### [Activity]
Could you transcribe all of the data word for word?

### [Material shown]
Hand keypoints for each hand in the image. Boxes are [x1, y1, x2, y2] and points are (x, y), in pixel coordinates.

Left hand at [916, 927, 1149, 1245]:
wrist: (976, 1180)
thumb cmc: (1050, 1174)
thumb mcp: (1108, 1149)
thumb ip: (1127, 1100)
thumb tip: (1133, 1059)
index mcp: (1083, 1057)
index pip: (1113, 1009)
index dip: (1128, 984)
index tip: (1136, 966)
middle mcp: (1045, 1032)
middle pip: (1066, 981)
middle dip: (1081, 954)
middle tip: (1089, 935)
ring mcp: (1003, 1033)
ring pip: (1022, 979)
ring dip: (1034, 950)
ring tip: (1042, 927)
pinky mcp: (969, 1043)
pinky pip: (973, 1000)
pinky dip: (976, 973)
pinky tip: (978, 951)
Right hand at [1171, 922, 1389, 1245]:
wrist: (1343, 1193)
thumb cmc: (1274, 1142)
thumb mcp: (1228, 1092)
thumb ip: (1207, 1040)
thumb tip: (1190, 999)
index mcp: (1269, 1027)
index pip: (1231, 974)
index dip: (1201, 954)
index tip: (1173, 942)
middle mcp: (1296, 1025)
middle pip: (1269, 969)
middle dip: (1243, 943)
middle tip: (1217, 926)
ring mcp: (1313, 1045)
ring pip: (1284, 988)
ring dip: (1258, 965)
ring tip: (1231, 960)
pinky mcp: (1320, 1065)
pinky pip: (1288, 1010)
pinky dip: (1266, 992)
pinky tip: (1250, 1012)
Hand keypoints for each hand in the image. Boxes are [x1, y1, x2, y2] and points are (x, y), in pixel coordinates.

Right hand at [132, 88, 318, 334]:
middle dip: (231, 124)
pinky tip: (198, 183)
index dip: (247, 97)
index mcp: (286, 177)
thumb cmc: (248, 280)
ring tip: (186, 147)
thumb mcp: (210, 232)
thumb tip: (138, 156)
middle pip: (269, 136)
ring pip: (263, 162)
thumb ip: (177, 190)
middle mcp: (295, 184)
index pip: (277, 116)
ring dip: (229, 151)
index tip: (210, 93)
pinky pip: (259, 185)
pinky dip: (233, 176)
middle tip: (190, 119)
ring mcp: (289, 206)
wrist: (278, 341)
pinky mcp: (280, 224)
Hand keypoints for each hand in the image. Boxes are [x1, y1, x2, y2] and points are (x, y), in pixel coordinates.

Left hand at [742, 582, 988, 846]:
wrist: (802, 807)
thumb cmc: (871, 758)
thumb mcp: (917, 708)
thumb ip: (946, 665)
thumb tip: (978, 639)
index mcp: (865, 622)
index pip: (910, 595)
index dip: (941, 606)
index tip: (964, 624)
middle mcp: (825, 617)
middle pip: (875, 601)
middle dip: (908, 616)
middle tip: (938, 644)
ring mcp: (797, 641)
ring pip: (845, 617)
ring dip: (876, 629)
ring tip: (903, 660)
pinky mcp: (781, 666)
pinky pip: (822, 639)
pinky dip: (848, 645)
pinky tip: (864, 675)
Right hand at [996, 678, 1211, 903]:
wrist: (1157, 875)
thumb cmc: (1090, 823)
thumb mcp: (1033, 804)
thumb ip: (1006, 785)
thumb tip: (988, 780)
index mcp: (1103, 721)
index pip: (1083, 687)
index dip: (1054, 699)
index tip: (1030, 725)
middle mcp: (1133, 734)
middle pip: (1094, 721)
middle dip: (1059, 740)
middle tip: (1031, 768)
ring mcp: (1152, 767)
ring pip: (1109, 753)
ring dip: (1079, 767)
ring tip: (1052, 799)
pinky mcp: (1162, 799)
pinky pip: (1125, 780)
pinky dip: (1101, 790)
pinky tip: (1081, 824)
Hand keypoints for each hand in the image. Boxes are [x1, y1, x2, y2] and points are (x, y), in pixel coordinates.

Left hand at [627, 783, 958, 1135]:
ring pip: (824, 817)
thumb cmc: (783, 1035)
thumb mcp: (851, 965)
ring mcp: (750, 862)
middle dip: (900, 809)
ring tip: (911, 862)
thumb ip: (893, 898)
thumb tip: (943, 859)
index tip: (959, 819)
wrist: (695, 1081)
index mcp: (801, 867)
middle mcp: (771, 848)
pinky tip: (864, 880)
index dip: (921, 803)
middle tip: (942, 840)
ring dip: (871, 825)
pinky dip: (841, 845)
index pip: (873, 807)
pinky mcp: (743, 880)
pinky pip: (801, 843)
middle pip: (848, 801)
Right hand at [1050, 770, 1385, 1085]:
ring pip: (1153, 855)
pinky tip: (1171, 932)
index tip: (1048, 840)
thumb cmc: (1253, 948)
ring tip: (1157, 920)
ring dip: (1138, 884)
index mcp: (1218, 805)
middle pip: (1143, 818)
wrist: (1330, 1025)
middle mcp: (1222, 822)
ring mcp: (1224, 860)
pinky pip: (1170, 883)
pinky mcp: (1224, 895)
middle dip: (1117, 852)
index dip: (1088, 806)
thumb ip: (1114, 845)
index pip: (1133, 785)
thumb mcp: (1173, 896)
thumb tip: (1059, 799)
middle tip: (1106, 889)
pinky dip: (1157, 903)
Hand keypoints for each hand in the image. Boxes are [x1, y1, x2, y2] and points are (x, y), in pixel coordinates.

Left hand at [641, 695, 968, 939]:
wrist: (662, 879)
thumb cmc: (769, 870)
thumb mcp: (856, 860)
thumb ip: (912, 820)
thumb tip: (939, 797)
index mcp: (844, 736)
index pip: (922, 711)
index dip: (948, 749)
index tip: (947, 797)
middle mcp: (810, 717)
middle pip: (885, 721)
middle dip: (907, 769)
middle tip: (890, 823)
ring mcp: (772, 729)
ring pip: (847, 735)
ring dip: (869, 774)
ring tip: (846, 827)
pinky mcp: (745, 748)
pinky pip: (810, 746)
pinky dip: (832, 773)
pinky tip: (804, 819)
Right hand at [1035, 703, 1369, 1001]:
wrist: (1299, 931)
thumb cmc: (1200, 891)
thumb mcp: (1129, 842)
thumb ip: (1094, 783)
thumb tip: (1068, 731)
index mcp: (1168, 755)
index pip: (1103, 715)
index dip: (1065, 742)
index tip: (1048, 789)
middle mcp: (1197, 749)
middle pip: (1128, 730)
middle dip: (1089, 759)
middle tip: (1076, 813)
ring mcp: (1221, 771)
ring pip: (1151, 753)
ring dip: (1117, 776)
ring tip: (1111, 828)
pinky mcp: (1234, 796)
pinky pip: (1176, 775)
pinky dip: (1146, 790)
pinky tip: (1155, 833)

### [Result below]
Hand keypoints for each hand in the image. Boxes are [x1, y1, x2, y2] and points are (x, y), in pixel coordinates.

Left hand at [916, 927, 1149, 1245]:
wrist: (976, 1180)
thumb cmc: (1050, 1174)
thumb mcp: (1108, 1149)
thumb ip: (1127, 1100)
thumb tip: (1133, 1059)
index mcp: (1083, 1057)
index pip: (1113, 1009)
index dip: (1128, 984)
index tip: (1136, 966)
middle mcp: (1045, 1032)
middle pip: (1066, 981)
middle dip: (1081, 954)
middle tip: (1089, 935)
ring mcp: (1003, 1033)
ring pip: (1022, 979)
ring dip: (1034, 950)
ring tip: (1042, 927)
pinky mcp: (969, 1043)
pinky pip: (973, 1000)
pinky dip: (976, 973)
pinky tip: (978, 951)
Right hand at [1171, 922, 1389, 1245]:
wrist: (1343, 1193)
thumb cmc: (1274, 1142)
thumb mcp: (1228, 1092)
thumb ip: (1207, 1040)
thumb tip: (1190, 999)
index mcp: (1269, 1027)
index pip: (1231, 974)
index dip: (1201, 954)
index tip: (1173, 942)
middle mcp: (1296, 1025)
middle pip: (1269, 969)
middle dip: (1243, 943)
middle tip: (1217, 926)
ring mcp: (1313, 1045)
ring pip: (1284, 988)
ring dip: (1258, 965)
ring tip: (1231, 960)
pinky mcp: (1320, 1065)
pinky pip: (1288, 1010)
pinky dip: (1266, 992)
pinky tip: (1250, 1012)
Hand keypoints for each hand in the image. Boxes are [x1, y1, x2, y2] and points are (x, y), in pixel coordinates.

Right hand at [132, 88, 318, 334]:
middle dip: (231, 124)
pinky tip: (198, 183)
index dip: (247, 97)
index mcp: (286, 177)
thumb cmc: (248, 280)
ring tip: (186, 147)
thumb mcp: (210, 232)
thumb tip: (138, 156)
middle pip: (269, 136)
ring pip: (263, 162)
thumb ip: (177, 190)
middle mcp: (295, 184)
index pip: (277, 116)
ring dip: (229, 151)
index tip: (210, 93)
pinky pip: (259, 185)
pinky dip: (233, 176)
middle tip: (190, 119)
ring mcp: (289, 206)
wrist: (278, 341)
pinky mcp: (280, 224)
Hand keypoints for each hand in the image. Boxes are [x1, y1, x2, y2] and points are (x, y), in pixel coordinates.

Left hand at [742, 582, 988, 846]:
wrist: (802, 807)
thumb cmc: (871, 758)
thumb mcp: (917, 708)
thumb ip: (946, 665)
thumb tip: (978, 639)
index mcp: (865, 622)
index pip: (910, 595)
index dip: (941, 606)
index tip: (964, 624)
middle mcp: (825, 617)
middle pip: (875, 601)
middle dip: (908, 616)
middle tip: (938, 644)
ring mcp: (797, 641)
ring pip: (845, 617)
ring dip: (876, 629)
ring tip: (903, 660)
pinky mcp: (781, 666)
pinky pip: (822, 639)
pinky dip: (848, 645)
pinky tip: (864, 675)
Right hand at [996, 678, 1211, 903]:
wrist: (1157, 875)
thumb cmc: (1090, 823)
thumb mcp: (1033, 804)
thumb ip: (1006, 785)
thumb tip: (988, 780)
index mcp: (1103, 721)
index pip: (1083, 687)
index dip: (1054, 699)
index tip: (1030, 725)
middle mcp: (1133, 734)
middle pip: (1094, 721)
middle dip: (1059, 740)
middle tip: (1031, 768)
ring mcp: (1152, 767)
ring pip: (1109, 753)
ring dip: (1079, 767)
ring tip: (1052, 799)
pinky mcp: (1162, 799)
pinky pip: (1125, 780)
pinky dip: (1101, 790)
pinky tip: (1081, 824)
Hand keypoints for each hand in the image. Boxes are [x1, y1, x2, y2] and points are (x, y), in pixel coordinates.

Left hand at [627, 783, 958, 1135]:
ring pip: (824, 817)
thumb cmc: (783, 1035)
thumb mcp: (851, 965)
ring mcp: (750, 862)
middle dip: (900, 809)
ring tip: (911, 862)
thumb ip: (893, 898)
thumb tip: (943, 859)
index tip: (959, 819)
wrist: (695, 1081)
index mcp: (801, 867)
middle mcp: (771, 848)
pinky tip: (864, 880)
index dip: (921, 803)
middle tip: (942, 840)
ring dip: (871, 825)
pinky dip: (841, 845)
index pip: (873, 807)
pinky mcp: (743, 880)
pinky pip: (801, 843)
middle pip: (848, 801)
Right hand at [1050, 770, 1385, 1085]:
ring pip: (1153, 855)
pinky tip: (1171, 932)
index tip: (1048, 840)
thumb cmc: (1253, 948)
ring tip: (1157, 920)
ring dip: (1138, 884)
index mcp: (1218, 805)
middle pip: (1143, 818)
wrist: (1330, 1025)
middle mcp: (1222, 822)
ring mcp: (1224, 860)
pinky pip: (1170, 883)
pinky mcp: (1224, 895)
middle dip: (1117, 852)
index dip: (1088, 806)
thumb ip: (1114, 845)
index pip: (1133, 785)
thumb mcp: (1173, 896)
thumb tip: (1059, 799)
middle tip: (1106, 889)
pinky dip: (1157, 903)
Hand keypoints for each hand in the image. Boxes are [x1, y1, x2, y2] and points are (x, y), in pixel coordinates.

Left hand at [641, 695, 968, 939]:
wrist: (662, 879)
thumb cmc: (769, 870)
thumb mcp: (856, 860)
thumb ip: (912, 820)
thumb tip: (939, 797)
index mcp: (844, 736)
index pip: (922, 711)
index dip: (948, 749)
index tip: (947, 797)
middle mcp: (810, 717)
middle pip: (885, 721)
middle dip: (907, 769)
middle tip: (890, 823)
ring mcp: (772, 729)
ring pip: (847, 735)
ring dip: (869, 774)
ring tip: (846, 827)
pinky mcp: (745, 748)
pinky pip: (810, 746)
pinky dip: (832, 773)
pinky tip: (804, 819)
Right hand at [1035, 703, 1369, 1001]:
wrist: (1299, 931)
thumb cmc: (1200, 891)
thumb mcp: (1129, 842)
thumb ip: (1094, 783)
thumb tip: (1068, 731)
index mcp: (1168, 755)
index pip: (1103, 715)
index dip: (1065, 742)
index tip: (1048, 789)
middle mcp: (1197, 749)
middle pip: (1128, 730)
middle dip: (1089, 759)
middle tip: (1076, 813)
ring mcp: (1221, 771)
ring pip: (1151, 753)
ring dip: (1117, 776)
ring tip: (1111, 828)
pinky mcp: (1234, 796)
pinky pip: (1176, 775)
pinky dip: (1146, 790)
pinky tip: (1155, 833)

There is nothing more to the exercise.